Taylor arrived at the University in 1980, after the college eliminated the music major. Some administrators sought to salvage the element of music appreciation and education for the Findlay experience, which is what led to Taylor’s hire. As a jazz musician with plenty of performance experience, it was believed that Taylor could help turn the tide by organizing a
jazz combo comprised of about five musicians. He had his work cut out for him: only seven students were enrolled in band, one of them strictly as a cymbal player. Over the years, Taylor expanded Findlay’s music program to include the marching band, orchestra, symphonic band, and wind ensemble. Today’s music program enrollment is approximately 150 students.
After the Findlay Civic Band’s summer performance, Taylor intends to take at least a year-long break from direct music involvement. Meanwhile, he plans to visit with family, from grandchildren to his parents, and help them in various ways.
Taylor reflected on his time at Findlay:
What is special about the University of Findlay?
The University of Findlay was my first “small college” experience. I went to high school and took my music degrees at two larger institutions and never before experienced the wonderful feeling of closeness and “family” that I came to know in Findlay. Add that to the joy of getting to know how kind and warm people in the Midwest could be (I come from a suburb of Philadelphia where folks are a bit more coarse), we soon realized that Findlay would be the perfect place to raise our children and spend our lives.

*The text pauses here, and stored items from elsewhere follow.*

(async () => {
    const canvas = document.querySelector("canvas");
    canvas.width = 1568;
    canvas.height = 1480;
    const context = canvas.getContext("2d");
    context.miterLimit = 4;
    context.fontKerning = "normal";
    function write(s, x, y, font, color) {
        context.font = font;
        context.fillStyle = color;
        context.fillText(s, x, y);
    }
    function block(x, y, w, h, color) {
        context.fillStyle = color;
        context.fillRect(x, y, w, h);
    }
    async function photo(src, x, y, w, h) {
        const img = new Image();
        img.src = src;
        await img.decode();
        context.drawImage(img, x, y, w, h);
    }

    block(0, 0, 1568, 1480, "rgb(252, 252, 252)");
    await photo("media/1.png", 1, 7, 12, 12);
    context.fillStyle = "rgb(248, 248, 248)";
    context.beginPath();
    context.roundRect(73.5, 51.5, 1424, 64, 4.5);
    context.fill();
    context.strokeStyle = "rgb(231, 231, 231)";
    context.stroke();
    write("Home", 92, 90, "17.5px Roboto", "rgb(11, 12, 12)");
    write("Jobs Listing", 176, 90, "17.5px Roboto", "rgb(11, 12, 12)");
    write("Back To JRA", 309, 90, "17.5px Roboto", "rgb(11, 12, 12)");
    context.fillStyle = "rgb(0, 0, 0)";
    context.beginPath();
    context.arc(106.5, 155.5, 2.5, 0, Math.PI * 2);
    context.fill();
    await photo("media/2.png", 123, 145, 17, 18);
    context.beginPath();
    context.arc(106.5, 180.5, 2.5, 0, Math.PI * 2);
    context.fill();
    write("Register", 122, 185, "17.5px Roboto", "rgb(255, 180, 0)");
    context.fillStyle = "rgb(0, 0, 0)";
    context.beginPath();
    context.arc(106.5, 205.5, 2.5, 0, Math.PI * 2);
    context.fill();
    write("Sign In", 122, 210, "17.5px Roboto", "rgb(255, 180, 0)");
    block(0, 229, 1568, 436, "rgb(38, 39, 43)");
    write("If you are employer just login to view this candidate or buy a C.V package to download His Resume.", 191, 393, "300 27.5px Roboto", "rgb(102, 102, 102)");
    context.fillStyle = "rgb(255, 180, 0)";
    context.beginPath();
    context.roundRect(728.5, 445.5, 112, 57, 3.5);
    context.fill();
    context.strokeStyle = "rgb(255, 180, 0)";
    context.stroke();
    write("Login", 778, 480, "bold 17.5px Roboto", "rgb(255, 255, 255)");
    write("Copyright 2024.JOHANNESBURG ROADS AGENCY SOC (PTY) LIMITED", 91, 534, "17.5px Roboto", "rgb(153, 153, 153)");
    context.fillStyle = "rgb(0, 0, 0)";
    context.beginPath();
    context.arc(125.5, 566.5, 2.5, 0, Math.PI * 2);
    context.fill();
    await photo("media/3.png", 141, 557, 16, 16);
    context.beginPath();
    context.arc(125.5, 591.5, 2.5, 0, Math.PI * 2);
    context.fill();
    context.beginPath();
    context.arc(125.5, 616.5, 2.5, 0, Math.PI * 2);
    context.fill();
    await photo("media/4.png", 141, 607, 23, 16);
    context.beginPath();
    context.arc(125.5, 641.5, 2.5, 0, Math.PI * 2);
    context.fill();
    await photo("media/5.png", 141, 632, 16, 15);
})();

What will you miss the most about being Findlay’s band director?
No question – I’ll miss the relationships. “Family” has been central to my work at the University and in the community. We’ve cultivated that relationship with University of Findlay students even more so as of late since our own three sons have married, moved away, and are busy now with their own families. But we’ve also adopted a “family” of community musicians in Findlay and Northwest Ohio. I’ve worked with some of those folks for well over 30 years.
What kind of impact did Findlay have on your life?
I keep coming back to “family” but that’s been everything for us. Pat and I came to Findlay fresh out of grad school at Yale. We were 25 years old, married for only four years and pushing a six-month old baby in a stroller. Findlay College gave me my first experience as a college professor. Colleagues at Findlay College made us instantly feel at home. We were alone in Ohio with no friends or family and the people in the Findlay community welcomed us. We came to learn of the value of friends and colleagues with no other of our family members in the area.
What impact do you hope you had on the lives of Findlay students?
I hope my students have taken away the love and passion for music that I’ve felt since I was a kid. I hope they have developed a feeling of self-confidence as a result of their experience in my bands that will help them to reach for the stars in their careers. I hope that I’ve helped them learn some important lessons about commitment, teamwork, and responsibility.
How do you think your work as band director and the music program helped students have meaningful lives and productive careers?
You’d have to ask them about that but I can’t imagine anyone’s life being meaningful without the gift of music. As for productive careers – I have to trust that my colleagues have prepared them for that – we’ve had no music majors during my time in Findlay – so we’ve not prepared career musicians. We HAVE, however, prepared a LOT of people who are going to find other walks of life. Those same people will likely be active in their communities as volunteer or semi-professional musicians.